Sandra Ramírez Lobo Silva (née Griselda Lobo Silva; born 1964/1965) was a combatant in the Revolutionary Armed Forces of Colombia (FARC) from 1981 until the signing of the peace treaty in 2016. In 2018, she was granted a chair to the Senate of Colombia for the Commons party.

==Early life==
Griselda Lobo Silva was born in La Paz, Santander in 1964 or 1965. She grew up in Santa Helena del Opón, and began Baccalaureate studies in Bucaramanga, but when her mother became ill, she had to drop out of school to help raise her 17 brothers and sisters. It was during this period when she observed FARC members passing through their farm, taking inspiration from one of their commanders who was a woman giving orders to men.

==FARC militancy==
She joined the FARC in 1981 as a combat nurse and took the nom de guerre of Sandra. Two years later she was transferred to Cundinamarca Department and promoted to guard of the secretariat of the central general staff, which was in peace talks with the government of Belisario Betancur. During this time, her image became public. She later became the radio operator for Manuel Marulanda, a member of the FARC national secretariat, whom she met in November 1983. The two began a romantic partnership, and she helped raise five children he had from a previous relationship.

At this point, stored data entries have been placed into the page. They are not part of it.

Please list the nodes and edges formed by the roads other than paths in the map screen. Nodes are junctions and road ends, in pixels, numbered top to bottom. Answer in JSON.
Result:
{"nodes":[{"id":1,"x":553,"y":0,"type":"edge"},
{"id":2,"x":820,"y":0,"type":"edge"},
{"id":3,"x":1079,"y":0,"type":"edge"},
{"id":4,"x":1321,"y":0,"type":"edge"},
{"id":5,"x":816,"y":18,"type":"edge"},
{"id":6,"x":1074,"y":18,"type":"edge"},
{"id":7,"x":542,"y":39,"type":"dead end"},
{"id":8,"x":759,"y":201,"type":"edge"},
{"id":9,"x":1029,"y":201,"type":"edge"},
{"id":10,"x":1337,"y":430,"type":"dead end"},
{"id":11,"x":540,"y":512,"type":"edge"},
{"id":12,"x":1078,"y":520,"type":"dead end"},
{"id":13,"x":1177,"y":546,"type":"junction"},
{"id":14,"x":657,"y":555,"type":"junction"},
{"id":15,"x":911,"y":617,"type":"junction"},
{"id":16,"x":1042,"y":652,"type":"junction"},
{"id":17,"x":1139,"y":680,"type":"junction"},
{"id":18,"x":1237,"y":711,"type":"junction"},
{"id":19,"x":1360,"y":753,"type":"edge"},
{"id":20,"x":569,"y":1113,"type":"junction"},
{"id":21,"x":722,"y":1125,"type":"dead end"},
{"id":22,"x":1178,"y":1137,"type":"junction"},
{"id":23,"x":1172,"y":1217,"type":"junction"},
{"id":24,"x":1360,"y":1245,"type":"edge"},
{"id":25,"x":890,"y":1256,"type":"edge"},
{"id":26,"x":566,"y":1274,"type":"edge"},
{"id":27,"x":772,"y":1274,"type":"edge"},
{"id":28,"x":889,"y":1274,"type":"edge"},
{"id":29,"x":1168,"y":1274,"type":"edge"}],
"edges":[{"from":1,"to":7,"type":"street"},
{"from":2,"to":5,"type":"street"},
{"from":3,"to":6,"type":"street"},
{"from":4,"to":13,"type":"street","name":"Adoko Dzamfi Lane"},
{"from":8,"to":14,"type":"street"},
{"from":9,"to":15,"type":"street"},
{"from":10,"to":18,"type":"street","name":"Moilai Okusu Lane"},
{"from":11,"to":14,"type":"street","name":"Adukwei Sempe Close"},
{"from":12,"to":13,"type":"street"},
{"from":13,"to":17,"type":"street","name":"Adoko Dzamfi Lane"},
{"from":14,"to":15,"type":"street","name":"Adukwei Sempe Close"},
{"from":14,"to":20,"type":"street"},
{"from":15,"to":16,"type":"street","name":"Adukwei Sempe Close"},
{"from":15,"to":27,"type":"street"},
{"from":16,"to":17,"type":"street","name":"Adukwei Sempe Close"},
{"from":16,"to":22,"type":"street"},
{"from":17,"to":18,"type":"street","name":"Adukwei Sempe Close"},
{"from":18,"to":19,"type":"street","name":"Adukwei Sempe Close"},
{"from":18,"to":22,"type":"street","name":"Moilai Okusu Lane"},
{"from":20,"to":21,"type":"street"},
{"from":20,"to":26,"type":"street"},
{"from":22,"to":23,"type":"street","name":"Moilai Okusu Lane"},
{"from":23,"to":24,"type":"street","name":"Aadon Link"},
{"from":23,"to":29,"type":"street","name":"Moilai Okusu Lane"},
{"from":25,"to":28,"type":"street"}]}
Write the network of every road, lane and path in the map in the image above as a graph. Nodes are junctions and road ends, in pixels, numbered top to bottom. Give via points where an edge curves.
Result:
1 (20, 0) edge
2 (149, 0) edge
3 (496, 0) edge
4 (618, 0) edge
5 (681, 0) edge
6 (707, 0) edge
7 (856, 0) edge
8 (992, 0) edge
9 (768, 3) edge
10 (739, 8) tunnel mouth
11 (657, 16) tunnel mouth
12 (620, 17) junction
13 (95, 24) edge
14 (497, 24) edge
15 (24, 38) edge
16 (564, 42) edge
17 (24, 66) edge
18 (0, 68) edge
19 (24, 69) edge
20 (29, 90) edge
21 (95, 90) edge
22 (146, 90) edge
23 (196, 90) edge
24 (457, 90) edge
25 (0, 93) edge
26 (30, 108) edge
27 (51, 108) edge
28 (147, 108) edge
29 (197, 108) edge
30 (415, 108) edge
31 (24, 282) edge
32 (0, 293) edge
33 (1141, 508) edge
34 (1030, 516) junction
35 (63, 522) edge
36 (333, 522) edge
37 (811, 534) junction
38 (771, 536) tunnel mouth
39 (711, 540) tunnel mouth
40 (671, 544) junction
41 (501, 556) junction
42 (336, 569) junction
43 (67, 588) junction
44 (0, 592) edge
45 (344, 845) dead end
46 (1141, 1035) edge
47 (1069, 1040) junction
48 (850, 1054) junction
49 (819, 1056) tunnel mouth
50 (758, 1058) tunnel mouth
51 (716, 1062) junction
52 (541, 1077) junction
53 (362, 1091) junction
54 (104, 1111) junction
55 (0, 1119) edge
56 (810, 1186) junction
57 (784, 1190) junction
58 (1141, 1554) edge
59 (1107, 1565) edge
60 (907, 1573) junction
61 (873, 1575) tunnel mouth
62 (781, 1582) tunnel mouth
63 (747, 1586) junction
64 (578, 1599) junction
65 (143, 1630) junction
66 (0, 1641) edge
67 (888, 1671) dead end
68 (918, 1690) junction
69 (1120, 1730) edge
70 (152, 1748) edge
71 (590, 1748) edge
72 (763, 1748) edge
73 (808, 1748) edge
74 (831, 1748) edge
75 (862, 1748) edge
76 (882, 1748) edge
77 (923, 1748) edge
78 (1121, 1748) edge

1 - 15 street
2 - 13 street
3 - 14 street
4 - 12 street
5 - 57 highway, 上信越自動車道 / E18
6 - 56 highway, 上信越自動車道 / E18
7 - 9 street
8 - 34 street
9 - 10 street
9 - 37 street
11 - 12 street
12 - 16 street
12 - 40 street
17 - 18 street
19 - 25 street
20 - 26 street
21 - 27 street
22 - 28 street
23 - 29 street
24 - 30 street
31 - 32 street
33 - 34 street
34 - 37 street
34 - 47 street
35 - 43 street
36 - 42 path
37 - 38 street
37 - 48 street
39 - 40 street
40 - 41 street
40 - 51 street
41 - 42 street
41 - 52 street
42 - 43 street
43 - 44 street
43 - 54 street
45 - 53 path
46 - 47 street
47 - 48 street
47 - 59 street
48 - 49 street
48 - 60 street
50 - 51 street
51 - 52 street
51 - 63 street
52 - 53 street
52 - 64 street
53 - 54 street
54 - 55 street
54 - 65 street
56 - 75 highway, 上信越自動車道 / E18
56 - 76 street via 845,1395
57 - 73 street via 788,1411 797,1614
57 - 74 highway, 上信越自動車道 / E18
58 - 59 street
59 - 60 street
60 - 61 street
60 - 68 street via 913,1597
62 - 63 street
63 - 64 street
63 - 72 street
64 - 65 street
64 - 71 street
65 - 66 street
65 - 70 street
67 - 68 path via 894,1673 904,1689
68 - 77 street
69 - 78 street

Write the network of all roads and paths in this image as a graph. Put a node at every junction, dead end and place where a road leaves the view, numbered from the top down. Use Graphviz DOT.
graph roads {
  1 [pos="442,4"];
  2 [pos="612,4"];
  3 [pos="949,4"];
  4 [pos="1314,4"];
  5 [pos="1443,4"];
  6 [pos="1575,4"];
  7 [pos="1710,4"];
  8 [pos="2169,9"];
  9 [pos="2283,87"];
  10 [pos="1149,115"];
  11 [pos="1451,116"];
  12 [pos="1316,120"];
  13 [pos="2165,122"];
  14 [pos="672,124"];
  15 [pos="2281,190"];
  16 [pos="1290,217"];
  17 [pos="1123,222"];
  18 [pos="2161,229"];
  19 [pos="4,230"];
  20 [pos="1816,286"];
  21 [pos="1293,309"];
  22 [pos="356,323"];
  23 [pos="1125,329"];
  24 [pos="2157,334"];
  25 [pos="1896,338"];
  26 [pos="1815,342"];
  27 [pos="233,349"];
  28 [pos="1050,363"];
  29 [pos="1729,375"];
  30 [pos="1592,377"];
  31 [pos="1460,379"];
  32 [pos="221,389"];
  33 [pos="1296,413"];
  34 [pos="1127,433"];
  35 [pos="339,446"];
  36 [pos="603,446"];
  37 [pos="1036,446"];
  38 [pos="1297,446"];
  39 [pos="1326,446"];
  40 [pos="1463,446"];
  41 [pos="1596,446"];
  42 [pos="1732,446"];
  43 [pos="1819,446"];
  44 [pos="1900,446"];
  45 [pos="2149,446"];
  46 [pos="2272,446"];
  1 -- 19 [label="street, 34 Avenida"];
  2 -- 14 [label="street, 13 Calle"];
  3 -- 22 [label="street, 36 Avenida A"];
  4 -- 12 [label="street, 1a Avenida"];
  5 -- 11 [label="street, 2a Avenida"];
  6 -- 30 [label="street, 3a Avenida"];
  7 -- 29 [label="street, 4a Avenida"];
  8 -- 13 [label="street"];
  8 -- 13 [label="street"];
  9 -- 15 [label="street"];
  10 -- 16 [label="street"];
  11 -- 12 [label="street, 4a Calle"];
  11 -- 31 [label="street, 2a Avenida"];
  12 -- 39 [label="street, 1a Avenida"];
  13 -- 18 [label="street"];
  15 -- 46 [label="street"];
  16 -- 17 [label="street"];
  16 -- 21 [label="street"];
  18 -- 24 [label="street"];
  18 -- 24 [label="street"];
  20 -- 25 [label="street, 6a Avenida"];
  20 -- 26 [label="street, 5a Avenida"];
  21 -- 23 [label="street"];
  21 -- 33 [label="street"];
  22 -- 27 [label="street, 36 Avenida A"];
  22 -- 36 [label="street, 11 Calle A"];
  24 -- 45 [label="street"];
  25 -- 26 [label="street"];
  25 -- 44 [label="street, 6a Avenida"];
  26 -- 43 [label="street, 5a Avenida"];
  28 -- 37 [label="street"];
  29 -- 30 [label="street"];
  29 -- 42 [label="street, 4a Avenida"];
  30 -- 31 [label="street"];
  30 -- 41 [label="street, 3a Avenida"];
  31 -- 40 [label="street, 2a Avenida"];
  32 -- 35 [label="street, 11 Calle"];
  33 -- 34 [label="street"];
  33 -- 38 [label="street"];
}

She was appointed delegate of the FARC in dialogues with the Colombian government in Havana in 2012. At this time she adopted the surname Ramírez, which she chose arbitrarily. The talks led to the signing of a peace treaty where the insurgent group would become a political party, the Common Alternative Revolutionary Force (Commons). It was granted five seats in each chamber of the Colombian Congress as of 20 July 2018. One of these Senate seats was occupied by Ramírez for the term 2018–2022.

==Commons party==
With the creation of the new Commons party, Ramírez was elected as a member of its national directorate, acting as its spokesperson several times, alongside its president, Rodrigo Londoño. She was elected second vice president of the Senate in 2020.

In 2021, she legally changed her name to Sandra Ramírez Lobo Silva.